## SUPPLIED RECORDS
== Segment start ==
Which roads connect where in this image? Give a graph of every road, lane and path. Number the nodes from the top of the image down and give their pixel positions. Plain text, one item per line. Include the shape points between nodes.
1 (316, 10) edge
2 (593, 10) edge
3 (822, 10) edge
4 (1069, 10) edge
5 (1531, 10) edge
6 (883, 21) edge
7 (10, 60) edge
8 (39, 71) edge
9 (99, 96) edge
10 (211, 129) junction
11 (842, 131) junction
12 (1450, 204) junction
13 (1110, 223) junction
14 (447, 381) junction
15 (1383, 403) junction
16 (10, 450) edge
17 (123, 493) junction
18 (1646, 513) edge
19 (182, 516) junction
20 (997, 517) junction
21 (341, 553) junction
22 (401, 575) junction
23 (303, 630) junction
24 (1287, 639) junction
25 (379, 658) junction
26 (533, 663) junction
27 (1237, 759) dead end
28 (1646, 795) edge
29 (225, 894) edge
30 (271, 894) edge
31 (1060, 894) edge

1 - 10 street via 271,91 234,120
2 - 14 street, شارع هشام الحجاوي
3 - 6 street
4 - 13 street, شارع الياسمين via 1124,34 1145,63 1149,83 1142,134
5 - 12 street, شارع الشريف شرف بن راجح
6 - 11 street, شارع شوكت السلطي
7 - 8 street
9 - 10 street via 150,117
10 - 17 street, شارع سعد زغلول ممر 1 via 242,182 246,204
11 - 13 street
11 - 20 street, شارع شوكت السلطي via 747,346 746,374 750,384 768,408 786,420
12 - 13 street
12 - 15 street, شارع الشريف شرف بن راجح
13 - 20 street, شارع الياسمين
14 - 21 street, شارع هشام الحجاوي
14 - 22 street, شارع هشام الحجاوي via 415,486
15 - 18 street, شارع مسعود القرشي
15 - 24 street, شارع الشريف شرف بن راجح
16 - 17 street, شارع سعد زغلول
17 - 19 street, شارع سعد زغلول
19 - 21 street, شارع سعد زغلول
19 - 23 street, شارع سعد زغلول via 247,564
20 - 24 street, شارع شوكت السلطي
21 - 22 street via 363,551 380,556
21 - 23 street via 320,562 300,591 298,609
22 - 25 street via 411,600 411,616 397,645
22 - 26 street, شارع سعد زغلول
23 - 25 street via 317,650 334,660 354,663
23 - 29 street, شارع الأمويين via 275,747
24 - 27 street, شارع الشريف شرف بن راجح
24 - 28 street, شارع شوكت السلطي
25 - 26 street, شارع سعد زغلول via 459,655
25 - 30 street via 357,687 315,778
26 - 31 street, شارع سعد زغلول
== Segment end ==
## WHAT IS EXPECTED
Your task is to reproduce the whole listing exactly.

## YOUR SOLUTION
Which roads connect where in this image? Give a graph of every road, lane and path. Number the nodes from the top of the image down and give their pixel positions. Plain text, one item per line. Include the shape points between nodes.
1 (316, 10) edge
2 (593, 10) edge
3 (822, 10) edge
4 (1069, 10) edge
5 (1531, 10) edge
6 (883, 21) edge
7 (10, 60) edge
8 (39, 71) edge
9 (99, 96) edge
10 (211, 129) junction
11 (842, 131) junction
12 (1450, 204) junction
13 (1110, 223) junction
14 (447, 381) junction
15 (1383, 403) junction
16 (10, 450) edge
17 (123, 493) junction
18 (1646, 513) edge
19 (182, 516) junction
20 (997, 517) junction
21 (341, 553) junction
22 (401, 575) junction
23 (303, 630) junction
24 (1287, 639) junction
25 (379, 658) junction
26 (533, 663) junction
27 (1237, 759) dead end
28 (1646, 795) edge
29 (225, 894) edge
30 (271, 894) edge
31 (1060, 894) edge

1 - 10 street via 271,91 234,120
2 - 14 street, شارع هشام الحجاوي
3 - 6 street
4 - 13 street, شارع الياسمين via 1124,34 1145,63 1149,83 1142,134
5 - 12 street, شارع الشريف شرف بن راجح
6 - 11 street, شارع شوكت السلطي
7 - 8 street
9 - 10 street via 150,117
10 - 17 street, شارع سعد زغلول ممر 1 via 242,182 246,204
11 - 13 street
11 - 20 street, شارع شوكت السلطي via 747,346 746,374 750,384 768,408 786,420
12 - 13 street
12 - 15 street, شارع الشريف شرف بن راجح
13 - 20 street, شارع الياسمين
14 - 21 street, شارع هشام الحجاوي
14 - 22 street, شارع هشام الحجاوي via 415,486
15 - 18 street, شارع مسعود القرشي
15 - 24 street, شارع الشريف شرف بن راجح
16 - 17 street, شارع سعد زغلول
17 - 19 street, شارع سعد زغلول
19 - 21 street, شارع سعد زغلول
19 - 23 street, شارع سعد زغلول via 247,564
20 - 24 street, شارع شوكت السلطي
21 - 22 street via 363,551 380,556
21 - 23 street via 320,562 300,591 298,609
22 - 25 street via 411,600 411,616 397,645
22 - 26 street, شارع سعد زغلول
23 - 25 street via 317,650 334,660 354,663
23 - 29 street, شارع الأمويين via 275,747
24 - 27 street, شارع الشريف شرف بن راجح
24 - 28 street, شارع شوكت السلطي
25 - 26 street, شارع سعد زغلول via 459,655
25 - 30 street via 357,687 315,778
26 - 31 street, شارع سعد زغلول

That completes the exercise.